Records for the task:
Content starts

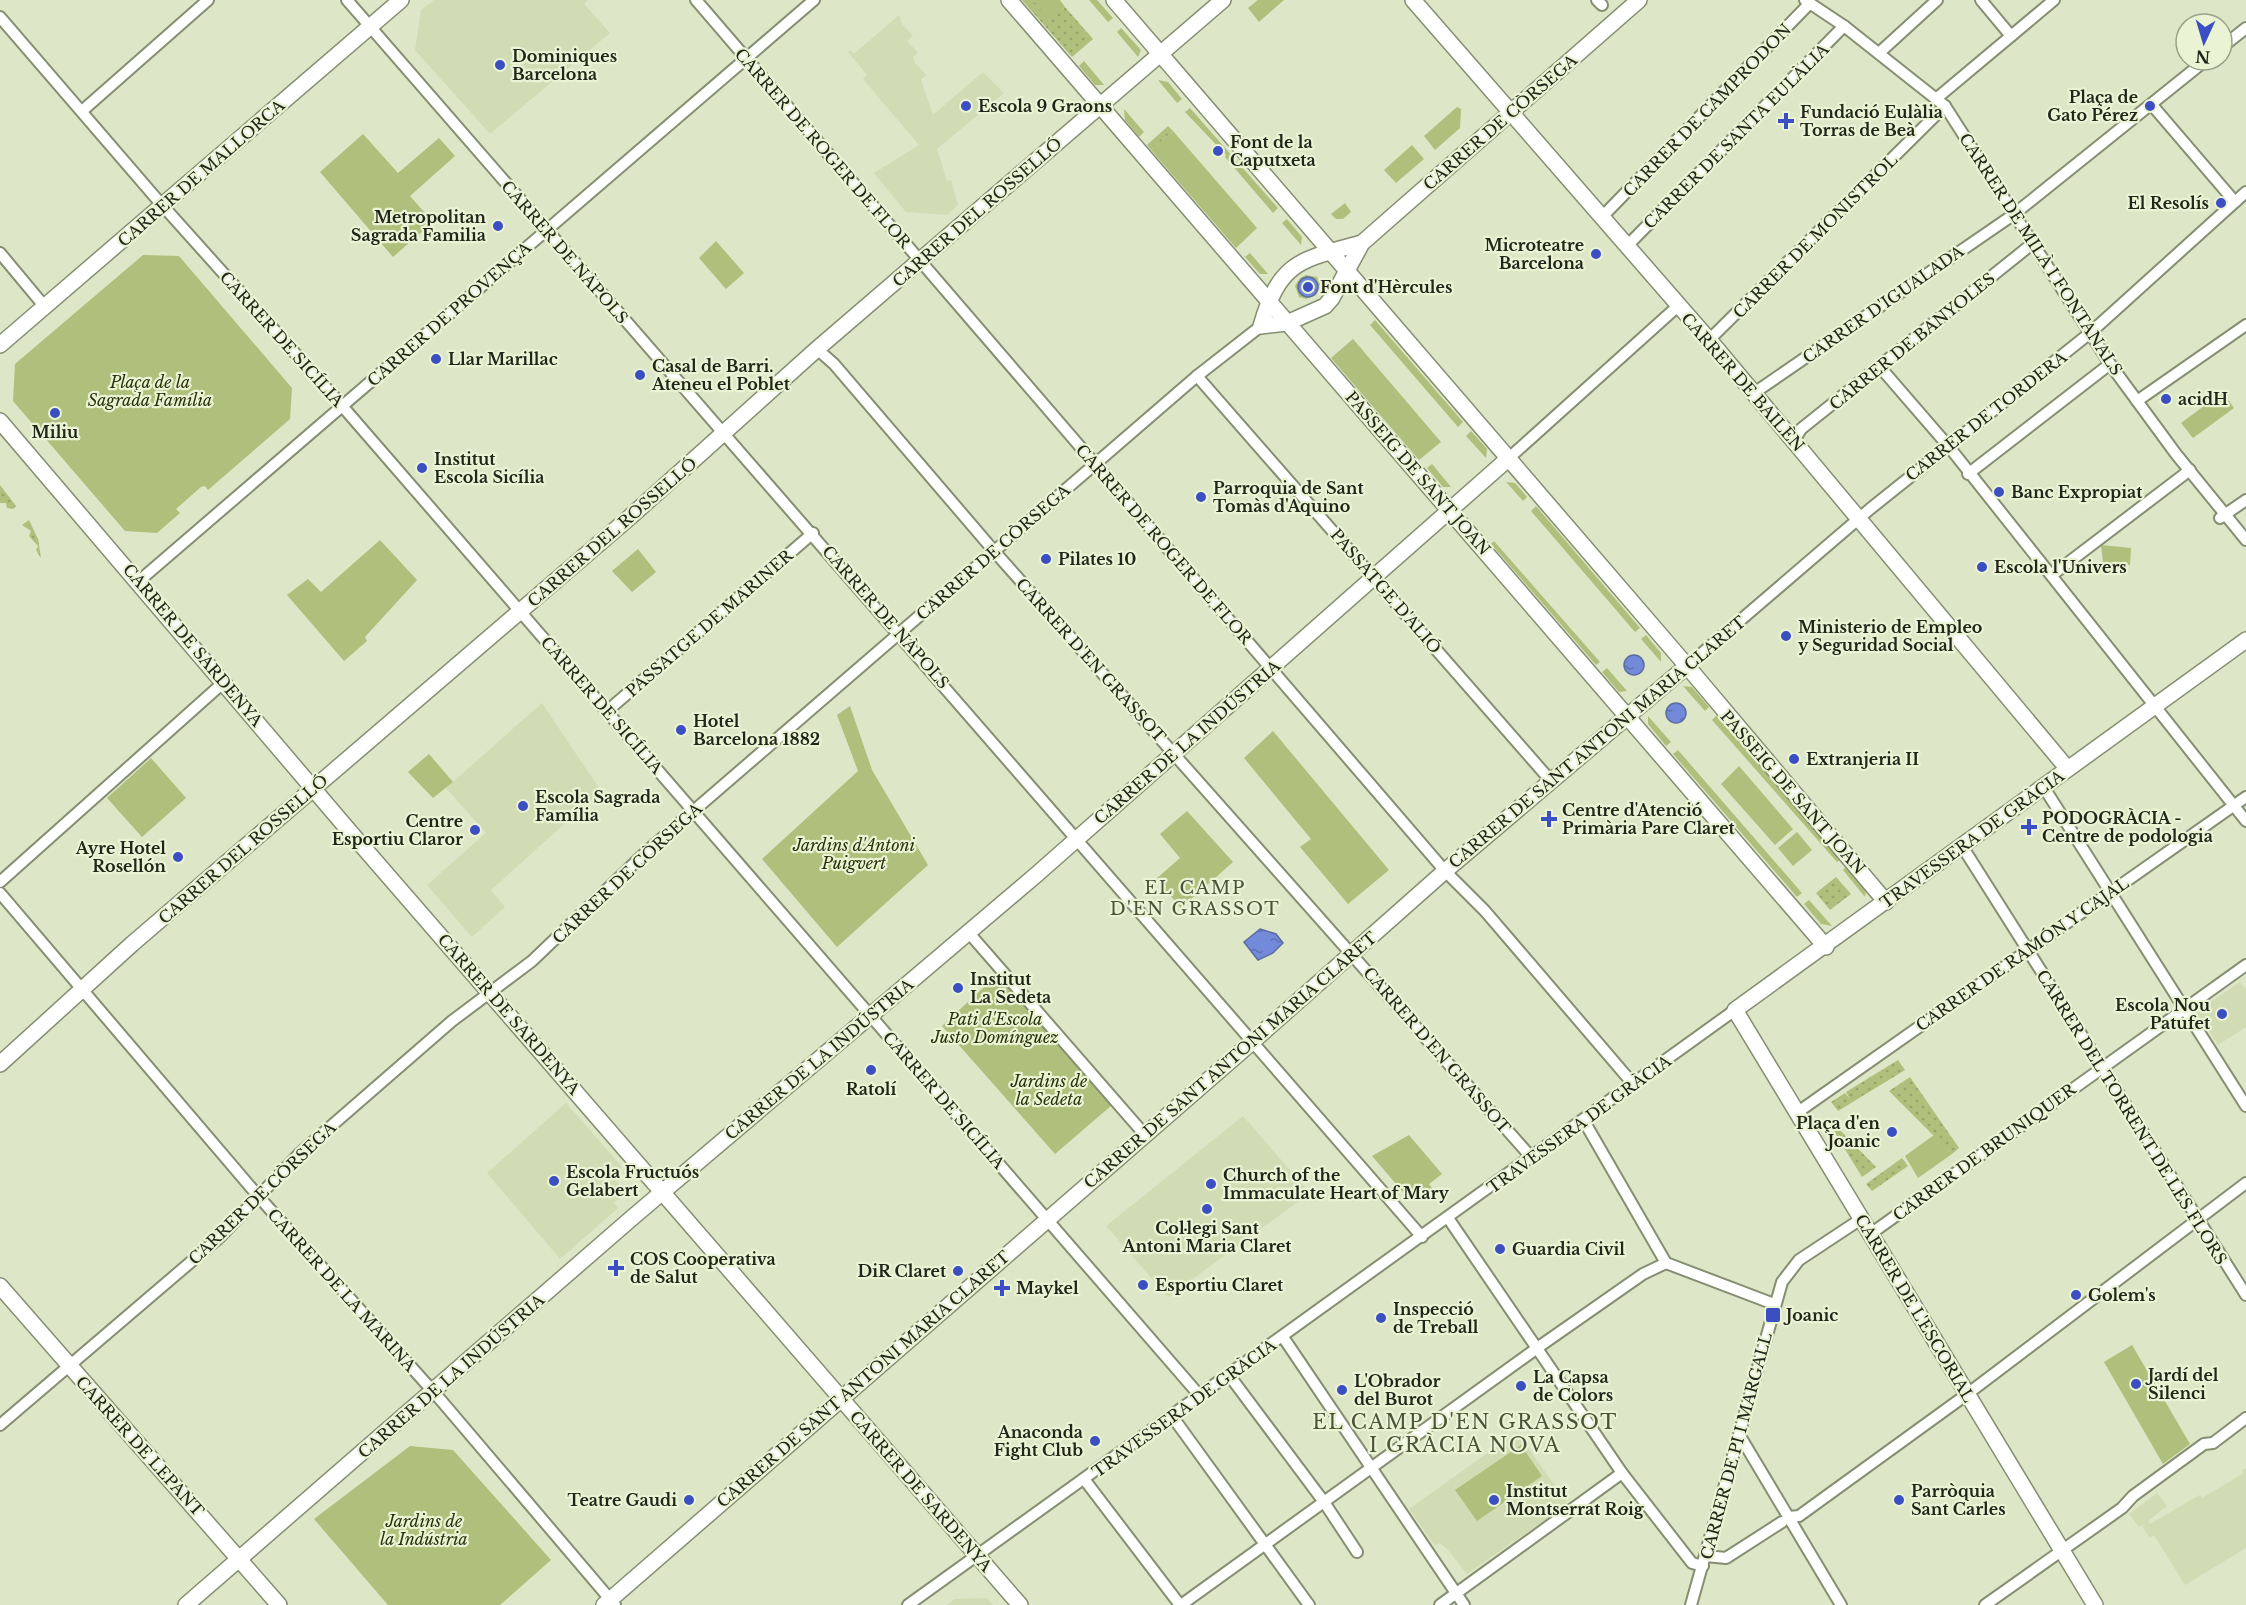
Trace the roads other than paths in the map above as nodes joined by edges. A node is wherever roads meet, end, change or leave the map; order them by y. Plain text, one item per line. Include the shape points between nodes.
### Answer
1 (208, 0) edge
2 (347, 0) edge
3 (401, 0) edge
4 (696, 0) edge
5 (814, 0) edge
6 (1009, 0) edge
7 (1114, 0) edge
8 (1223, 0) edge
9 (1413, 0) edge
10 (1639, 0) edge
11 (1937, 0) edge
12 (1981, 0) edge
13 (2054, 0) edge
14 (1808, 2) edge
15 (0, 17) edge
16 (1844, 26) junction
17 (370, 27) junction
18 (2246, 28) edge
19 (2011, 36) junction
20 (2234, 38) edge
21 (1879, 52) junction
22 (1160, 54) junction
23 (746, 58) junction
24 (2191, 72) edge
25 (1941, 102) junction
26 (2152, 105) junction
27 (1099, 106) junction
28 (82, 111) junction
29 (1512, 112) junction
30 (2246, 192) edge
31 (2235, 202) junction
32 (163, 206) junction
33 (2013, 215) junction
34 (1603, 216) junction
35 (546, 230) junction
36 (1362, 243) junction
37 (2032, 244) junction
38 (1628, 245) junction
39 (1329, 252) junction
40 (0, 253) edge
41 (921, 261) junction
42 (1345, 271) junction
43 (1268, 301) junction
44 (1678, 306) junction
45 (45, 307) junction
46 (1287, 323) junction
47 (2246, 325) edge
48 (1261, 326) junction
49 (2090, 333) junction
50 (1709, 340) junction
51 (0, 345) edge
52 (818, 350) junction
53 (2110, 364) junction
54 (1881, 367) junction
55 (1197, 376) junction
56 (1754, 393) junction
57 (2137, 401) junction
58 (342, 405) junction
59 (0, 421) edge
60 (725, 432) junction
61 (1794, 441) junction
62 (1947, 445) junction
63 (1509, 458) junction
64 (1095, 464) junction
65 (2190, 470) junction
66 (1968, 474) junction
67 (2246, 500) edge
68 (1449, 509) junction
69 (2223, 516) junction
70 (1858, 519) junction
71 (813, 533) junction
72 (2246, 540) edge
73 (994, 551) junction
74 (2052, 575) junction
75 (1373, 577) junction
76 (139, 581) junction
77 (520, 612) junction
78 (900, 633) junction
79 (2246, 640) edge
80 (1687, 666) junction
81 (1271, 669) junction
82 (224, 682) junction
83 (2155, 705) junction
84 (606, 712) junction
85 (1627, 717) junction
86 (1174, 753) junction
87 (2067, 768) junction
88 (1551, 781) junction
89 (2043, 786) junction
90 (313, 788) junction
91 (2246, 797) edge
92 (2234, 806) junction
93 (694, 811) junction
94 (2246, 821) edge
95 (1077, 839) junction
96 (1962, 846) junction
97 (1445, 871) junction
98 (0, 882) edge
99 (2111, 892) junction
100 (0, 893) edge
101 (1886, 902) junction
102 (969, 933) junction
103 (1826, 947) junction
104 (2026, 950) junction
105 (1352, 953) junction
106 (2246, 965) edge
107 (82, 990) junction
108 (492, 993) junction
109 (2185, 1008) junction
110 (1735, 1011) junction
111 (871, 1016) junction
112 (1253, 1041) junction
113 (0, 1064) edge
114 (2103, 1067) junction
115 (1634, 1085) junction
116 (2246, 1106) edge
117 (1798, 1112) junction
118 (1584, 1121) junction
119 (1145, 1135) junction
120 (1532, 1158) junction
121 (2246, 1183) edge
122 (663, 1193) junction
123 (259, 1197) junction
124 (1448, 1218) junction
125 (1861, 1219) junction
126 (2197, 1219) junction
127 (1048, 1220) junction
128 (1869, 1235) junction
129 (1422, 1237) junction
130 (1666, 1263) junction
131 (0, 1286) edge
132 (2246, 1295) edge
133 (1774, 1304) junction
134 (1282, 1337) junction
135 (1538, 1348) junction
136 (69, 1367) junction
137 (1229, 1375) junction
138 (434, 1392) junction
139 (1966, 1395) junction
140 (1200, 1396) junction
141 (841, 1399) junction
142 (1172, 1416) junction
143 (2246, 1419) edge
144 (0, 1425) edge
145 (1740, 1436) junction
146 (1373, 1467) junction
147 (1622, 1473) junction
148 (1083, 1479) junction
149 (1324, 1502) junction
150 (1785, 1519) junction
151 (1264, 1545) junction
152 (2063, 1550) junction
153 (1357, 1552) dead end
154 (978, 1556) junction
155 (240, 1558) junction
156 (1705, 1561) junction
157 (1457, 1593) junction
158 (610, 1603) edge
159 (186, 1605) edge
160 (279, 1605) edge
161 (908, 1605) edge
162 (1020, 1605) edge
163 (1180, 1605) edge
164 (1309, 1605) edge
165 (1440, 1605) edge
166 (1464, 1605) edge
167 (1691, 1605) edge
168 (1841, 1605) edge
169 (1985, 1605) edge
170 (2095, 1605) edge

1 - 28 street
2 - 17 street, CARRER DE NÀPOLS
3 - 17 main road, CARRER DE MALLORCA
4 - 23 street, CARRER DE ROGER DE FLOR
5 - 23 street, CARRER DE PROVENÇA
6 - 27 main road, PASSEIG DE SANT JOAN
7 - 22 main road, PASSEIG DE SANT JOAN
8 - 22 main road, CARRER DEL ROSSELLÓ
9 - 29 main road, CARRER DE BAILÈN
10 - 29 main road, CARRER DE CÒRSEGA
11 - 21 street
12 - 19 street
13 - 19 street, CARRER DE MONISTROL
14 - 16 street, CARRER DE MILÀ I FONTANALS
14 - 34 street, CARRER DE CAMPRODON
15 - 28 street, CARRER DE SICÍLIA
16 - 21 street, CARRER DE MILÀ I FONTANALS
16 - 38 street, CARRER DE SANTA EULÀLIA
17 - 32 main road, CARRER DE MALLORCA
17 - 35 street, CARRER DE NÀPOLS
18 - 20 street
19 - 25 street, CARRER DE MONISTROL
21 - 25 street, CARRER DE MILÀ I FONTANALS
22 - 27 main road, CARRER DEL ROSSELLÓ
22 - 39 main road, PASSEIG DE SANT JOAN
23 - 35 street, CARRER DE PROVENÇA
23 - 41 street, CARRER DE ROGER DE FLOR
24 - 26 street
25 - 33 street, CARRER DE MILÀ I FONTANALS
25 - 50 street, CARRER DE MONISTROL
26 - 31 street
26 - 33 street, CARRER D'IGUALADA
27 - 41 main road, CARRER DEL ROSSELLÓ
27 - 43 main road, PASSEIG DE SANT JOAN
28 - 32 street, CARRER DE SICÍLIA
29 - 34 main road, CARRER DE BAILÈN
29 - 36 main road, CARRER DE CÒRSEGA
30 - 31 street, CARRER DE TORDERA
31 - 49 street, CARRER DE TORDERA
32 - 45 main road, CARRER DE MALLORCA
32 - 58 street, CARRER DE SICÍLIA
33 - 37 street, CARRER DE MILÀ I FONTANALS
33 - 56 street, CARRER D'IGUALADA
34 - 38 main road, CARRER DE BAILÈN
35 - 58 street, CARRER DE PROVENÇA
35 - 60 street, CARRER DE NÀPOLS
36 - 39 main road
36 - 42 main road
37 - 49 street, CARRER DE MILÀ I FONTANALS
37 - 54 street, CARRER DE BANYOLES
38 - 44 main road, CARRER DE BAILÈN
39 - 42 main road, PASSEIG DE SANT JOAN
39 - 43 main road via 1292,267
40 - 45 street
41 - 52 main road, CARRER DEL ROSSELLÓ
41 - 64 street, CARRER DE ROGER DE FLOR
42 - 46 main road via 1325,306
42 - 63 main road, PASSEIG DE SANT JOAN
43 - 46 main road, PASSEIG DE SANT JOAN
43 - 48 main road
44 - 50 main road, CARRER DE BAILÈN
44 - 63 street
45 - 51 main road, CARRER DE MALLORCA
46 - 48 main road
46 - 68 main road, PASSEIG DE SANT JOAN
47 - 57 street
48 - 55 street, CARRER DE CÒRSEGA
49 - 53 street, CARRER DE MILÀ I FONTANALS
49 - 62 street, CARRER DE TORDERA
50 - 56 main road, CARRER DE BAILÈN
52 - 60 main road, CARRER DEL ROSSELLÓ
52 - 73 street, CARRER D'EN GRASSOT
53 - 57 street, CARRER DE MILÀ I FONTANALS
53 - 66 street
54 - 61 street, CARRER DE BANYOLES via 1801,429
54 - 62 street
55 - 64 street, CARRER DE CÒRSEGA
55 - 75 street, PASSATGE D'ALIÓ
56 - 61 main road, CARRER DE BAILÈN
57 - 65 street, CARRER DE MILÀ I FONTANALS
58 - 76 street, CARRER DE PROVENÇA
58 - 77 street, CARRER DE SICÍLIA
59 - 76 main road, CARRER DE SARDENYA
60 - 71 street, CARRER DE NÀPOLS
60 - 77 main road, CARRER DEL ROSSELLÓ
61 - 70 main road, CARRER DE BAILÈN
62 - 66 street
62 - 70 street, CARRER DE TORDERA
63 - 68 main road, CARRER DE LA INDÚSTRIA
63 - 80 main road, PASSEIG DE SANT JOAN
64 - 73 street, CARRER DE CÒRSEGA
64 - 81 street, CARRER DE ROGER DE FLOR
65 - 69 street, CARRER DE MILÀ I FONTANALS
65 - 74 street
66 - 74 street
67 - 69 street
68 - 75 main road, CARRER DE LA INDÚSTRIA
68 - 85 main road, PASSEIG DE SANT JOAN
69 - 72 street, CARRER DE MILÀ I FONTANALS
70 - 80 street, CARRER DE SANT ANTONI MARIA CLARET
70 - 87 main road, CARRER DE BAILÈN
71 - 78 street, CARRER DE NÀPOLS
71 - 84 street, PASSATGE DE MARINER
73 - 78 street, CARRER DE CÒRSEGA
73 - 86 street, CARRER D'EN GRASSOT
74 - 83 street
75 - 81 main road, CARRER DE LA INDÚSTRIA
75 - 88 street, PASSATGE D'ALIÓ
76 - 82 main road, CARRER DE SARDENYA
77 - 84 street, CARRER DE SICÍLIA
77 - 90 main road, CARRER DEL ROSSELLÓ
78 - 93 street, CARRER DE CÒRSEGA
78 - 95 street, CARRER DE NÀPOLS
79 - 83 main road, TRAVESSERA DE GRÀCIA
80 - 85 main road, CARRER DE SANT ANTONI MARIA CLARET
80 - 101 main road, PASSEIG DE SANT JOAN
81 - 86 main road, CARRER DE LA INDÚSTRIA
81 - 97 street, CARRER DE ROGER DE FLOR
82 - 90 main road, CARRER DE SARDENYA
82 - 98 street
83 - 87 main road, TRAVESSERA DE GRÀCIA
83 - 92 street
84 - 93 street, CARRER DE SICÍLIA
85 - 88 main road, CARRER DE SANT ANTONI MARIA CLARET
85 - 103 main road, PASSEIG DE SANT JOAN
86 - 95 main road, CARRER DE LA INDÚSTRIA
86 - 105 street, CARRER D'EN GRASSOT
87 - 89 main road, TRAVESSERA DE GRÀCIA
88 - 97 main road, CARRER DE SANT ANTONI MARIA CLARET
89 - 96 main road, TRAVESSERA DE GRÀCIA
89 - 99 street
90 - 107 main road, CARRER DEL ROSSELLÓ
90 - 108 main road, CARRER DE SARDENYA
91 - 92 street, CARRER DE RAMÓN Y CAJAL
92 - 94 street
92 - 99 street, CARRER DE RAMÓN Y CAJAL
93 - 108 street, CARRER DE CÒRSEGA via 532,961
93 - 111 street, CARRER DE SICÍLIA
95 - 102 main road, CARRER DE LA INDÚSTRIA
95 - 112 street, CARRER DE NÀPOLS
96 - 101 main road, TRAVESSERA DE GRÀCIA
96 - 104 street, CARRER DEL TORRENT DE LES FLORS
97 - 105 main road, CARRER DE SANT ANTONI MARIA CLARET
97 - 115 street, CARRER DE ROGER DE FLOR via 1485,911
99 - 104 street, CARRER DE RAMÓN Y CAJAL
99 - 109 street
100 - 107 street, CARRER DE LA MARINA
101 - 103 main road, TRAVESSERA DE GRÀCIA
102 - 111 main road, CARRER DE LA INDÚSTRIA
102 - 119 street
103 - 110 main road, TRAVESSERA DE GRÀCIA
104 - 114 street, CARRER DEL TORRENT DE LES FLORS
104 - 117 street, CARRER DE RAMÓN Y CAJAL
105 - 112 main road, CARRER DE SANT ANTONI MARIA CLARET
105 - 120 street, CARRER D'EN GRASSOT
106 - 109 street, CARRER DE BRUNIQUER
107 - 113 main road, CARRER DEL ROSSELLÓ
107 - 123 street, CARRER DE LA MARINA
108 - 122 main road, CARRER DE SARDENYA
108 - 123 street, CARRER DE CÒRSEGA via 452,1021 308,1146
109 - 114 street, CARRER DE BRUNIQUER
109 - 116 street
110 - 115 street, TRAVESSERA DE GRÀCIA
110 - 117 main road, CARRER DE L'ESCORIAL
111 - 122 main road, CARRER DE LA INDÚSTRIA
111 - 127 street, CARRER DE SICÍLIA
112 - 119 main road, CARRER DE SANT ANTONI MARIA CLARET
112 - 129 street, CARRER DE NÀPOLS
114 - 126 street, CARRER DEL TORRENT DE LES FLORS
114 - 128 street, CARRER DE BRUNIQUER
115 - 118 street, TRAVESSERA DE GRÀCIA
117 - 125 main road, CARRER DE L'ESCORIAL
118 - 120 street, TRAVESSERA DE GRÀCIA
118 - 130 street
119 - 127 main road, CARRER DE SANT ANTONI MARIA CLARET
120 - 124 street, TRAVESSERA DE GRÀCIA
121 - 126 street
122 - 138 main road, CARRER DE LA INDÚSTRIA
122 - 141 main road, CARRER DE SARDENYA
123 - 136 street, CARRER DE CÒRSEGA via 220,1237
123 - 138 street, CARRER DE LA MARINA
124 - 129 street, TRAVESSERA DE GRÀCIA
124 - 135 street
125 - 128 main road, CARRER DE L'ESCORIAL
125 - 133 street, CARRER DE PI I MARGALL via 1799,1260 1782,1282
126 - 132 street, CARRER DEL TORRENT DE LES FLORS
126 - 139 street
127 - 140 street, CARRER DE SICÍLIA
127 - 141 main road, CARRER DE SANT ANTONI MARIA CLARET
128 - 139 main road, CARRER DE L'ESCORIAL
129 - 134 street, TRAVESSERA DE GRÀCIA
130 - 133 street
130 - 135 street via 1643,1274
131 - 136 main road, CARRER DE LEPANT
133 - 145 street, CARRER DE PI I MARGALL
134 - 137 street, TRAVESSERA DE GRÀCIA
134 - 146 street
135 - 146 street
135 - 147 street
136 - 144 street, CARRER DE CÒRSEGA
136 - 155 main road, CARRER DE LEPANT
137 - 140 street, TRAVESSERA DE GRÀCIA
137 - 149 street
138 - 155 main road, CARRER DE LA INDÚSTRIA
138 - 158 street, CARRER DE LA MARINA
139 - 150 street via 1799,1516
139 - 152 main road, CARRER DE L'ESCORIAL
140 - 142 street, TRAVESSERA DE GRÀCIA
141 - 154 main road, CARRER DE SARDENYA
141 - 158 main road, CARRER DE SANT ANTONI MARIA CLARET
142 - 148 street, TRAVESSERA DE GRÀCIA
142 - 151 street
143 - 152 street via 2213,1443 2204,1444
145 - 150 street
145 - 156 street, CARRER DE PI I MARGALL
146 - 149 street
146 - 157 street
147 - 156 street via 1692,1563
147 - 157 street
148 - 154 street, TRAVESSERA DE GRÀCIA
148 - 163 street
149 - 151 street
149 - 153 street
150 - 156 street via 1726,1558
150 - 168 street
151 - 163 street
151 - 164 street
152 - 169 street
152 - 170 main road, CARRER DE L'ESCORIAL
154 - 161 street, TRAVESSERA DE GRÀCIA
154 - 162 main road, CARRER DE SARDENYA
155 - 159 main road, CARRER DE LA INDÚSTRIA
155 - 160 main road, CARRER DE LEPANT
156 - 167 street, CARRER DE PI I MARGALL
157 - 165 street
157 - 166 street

Content ends

Search the lines above for the string "MARINA", then show every one that has it.

Solution to the exercise:
100 - 107 street, CARRER DE LA MARINA
107 - 123 street, CARRER DE LA MARINA
123 - 138 street, CARRER DE LA MARINA
138 - 158 street, CARRER DE LA MARINA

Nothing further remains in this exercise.